_TASK DESCRIPTION_
Transcribe the listing exactly as written. Leave the images out.

=== Section Start ===

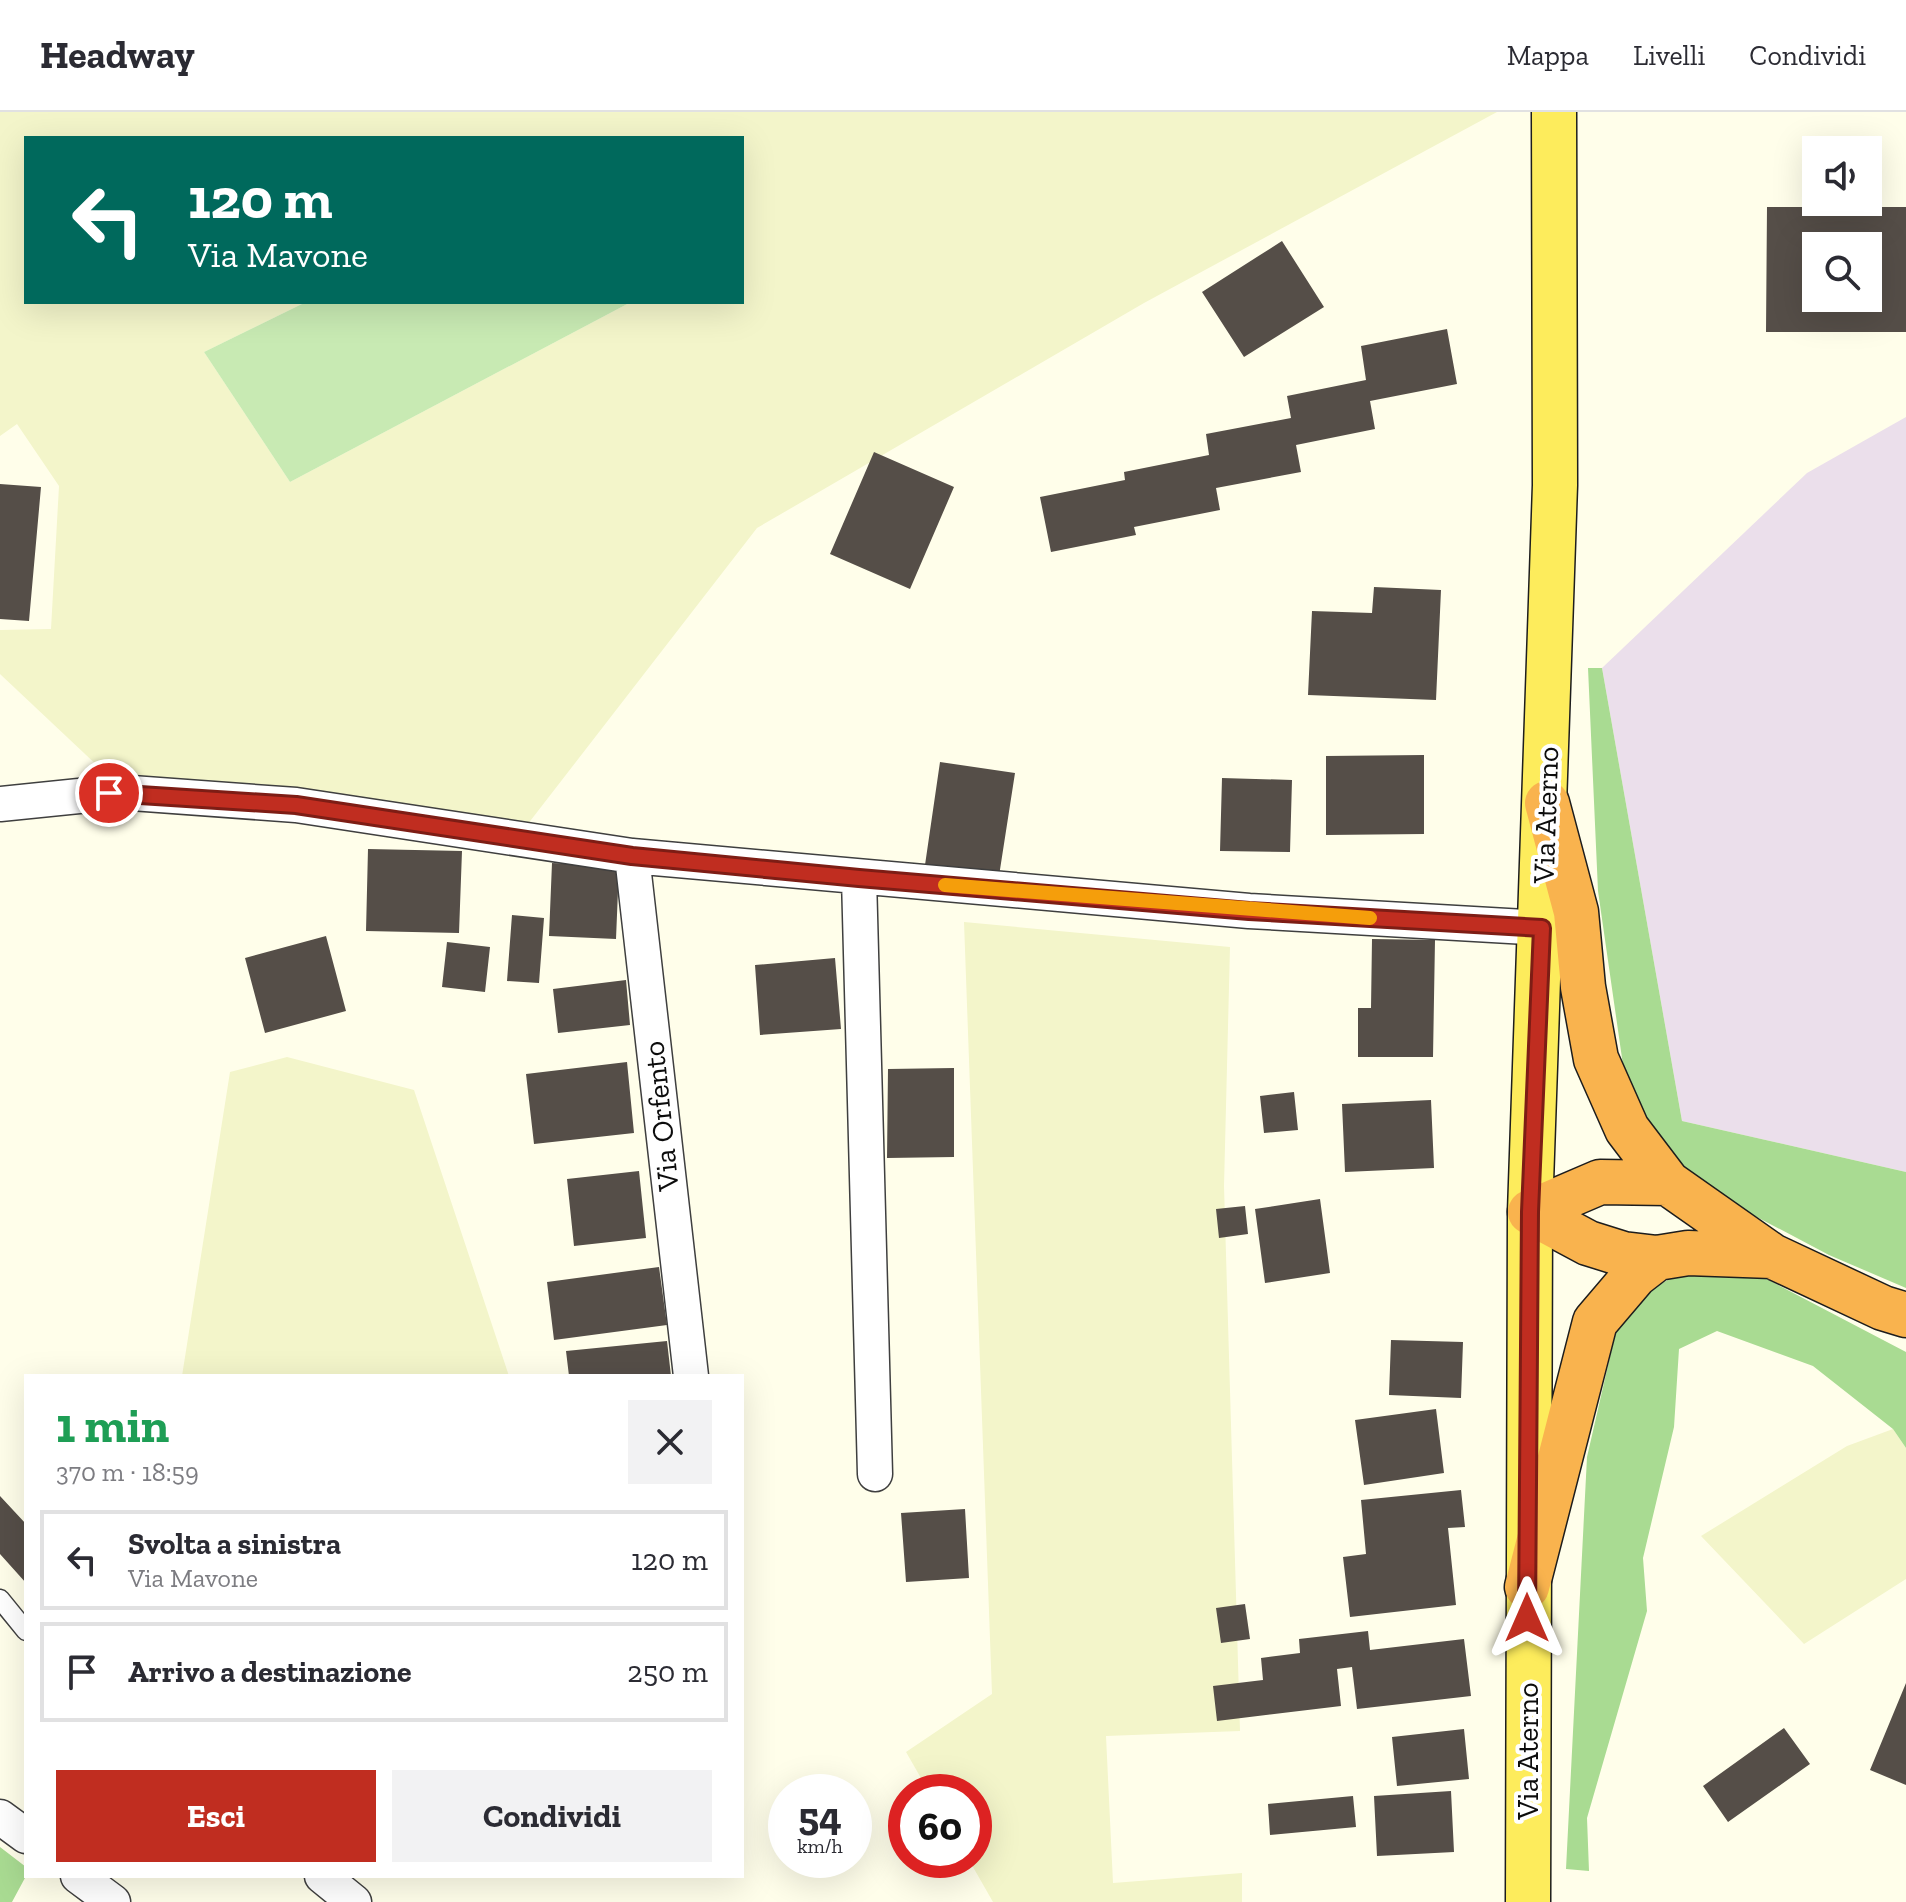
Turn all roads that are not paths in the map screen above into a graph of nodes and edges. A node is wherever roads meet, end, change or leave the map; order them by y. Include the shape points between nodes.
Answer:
1 (1554, 112) edge
2 (1547, 803) junction
3 (0, 804) edge
4 (632, 856) junction
5 (859, 878) junction
6 (1542, 928) junction
7 (1668, 1183) junction
8 (1530, 1212) junction
9 (1772, 1256) junction
10 (1657, 1258) junction
11 (1898, 1316) edge
12 (691, 1374) edge
13 (875, 1474) dead end
14 (1527, 1587) junction
15 (0, 1599) edge
16 (24, 1629) edge
17 (0, 1817) edge
18 (24, 1835) edge
19 (81, 1878) edge
20 (324, 1878) edge
21 (113, 1902) edge
22 (354, 1902) edge
23 (1528, 1902) edge

1 - 2 main road, Via Aterno via 1555,485
2 - 6 main road, Via Aterno
2 - 7 highway via 1576,912 1596,1059 1627,1129
3 - 4 street via 118,792 296,805
4 - 5 street
4 - 12 street, Via Orfento
5 - 6 street via 1249,911
5 - 13 street
6 - 8 main road, Via Aterno
7 - 8 highway via 1600,1182
7 - 9 highway
8 - 10 highway via 1588,1243
8 - 14 main road, Via Aterno
9 - 10 highway via 1688,1253
9 - 11 highway
10 - 14 highway via 1595,1322
14 - 23 main road, Via Aterno
15 - 16 lane
17 - 18 street
19 - 21 street
20 - 22 street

=== Section End ===

_ANSWER FOR THE TASK_
Turn all roads that are not paths in the map screen above into a graph of nodes and edges. A node is wherever roads meet, end, change or leave the map; order them by y. Include the shape points between nodes.
Answer:
1 (1554, 112) edge
2 (1547, 803) junction
3 (0, 804) edge
4 (632, 856) junction
5 (859, 878) junction
6 (1542, 928) junction
7 (1668, 1183) junction
8 (1530, 1212) junction
9 (1772, 1256) junction
10 (1657, 1258) junction
11 (1898, 1316) edge
12 (691, 1374) edge
13 (875, 1474) dead end
14 (1527, 1587) junction
15 (0, 1599) edge
16 (24, 1629) edge
17 (0, 1817) edge
18 (24, 1835) edge
19 (81, 1878) edge
20 (324, 1878) edge
21 (113, 1902) edge
22 (354, 1902) edge
23 (1528, 1902) edge

1 - 2 main road, Via Aterno via 1555,485
2 - 6 main road, Via Aterno
2 - 7 highway via 1576,912 1596,1059 1627,1129
3 - 4 street via 118,792 296,805
4 - 5 street
4 - 12 street, Via Orfento
5 - 6 street via 1249,911
5 - 13 street
6 - 8 main road, Via Aterno
7 - 8 highway via 1600,1182
7 - 9 highway
8 - 10 highway via 1588,1243
8 - 14 main road, Via Aterno
9 - 10 highway via 1688,1253
9 - 11 highway
10 - 14 highway via 1595,1322
14 - 23 main road, Via Aterno
15 - 16 lane
17 - 18 street
19 - 21 street
20 - 22 street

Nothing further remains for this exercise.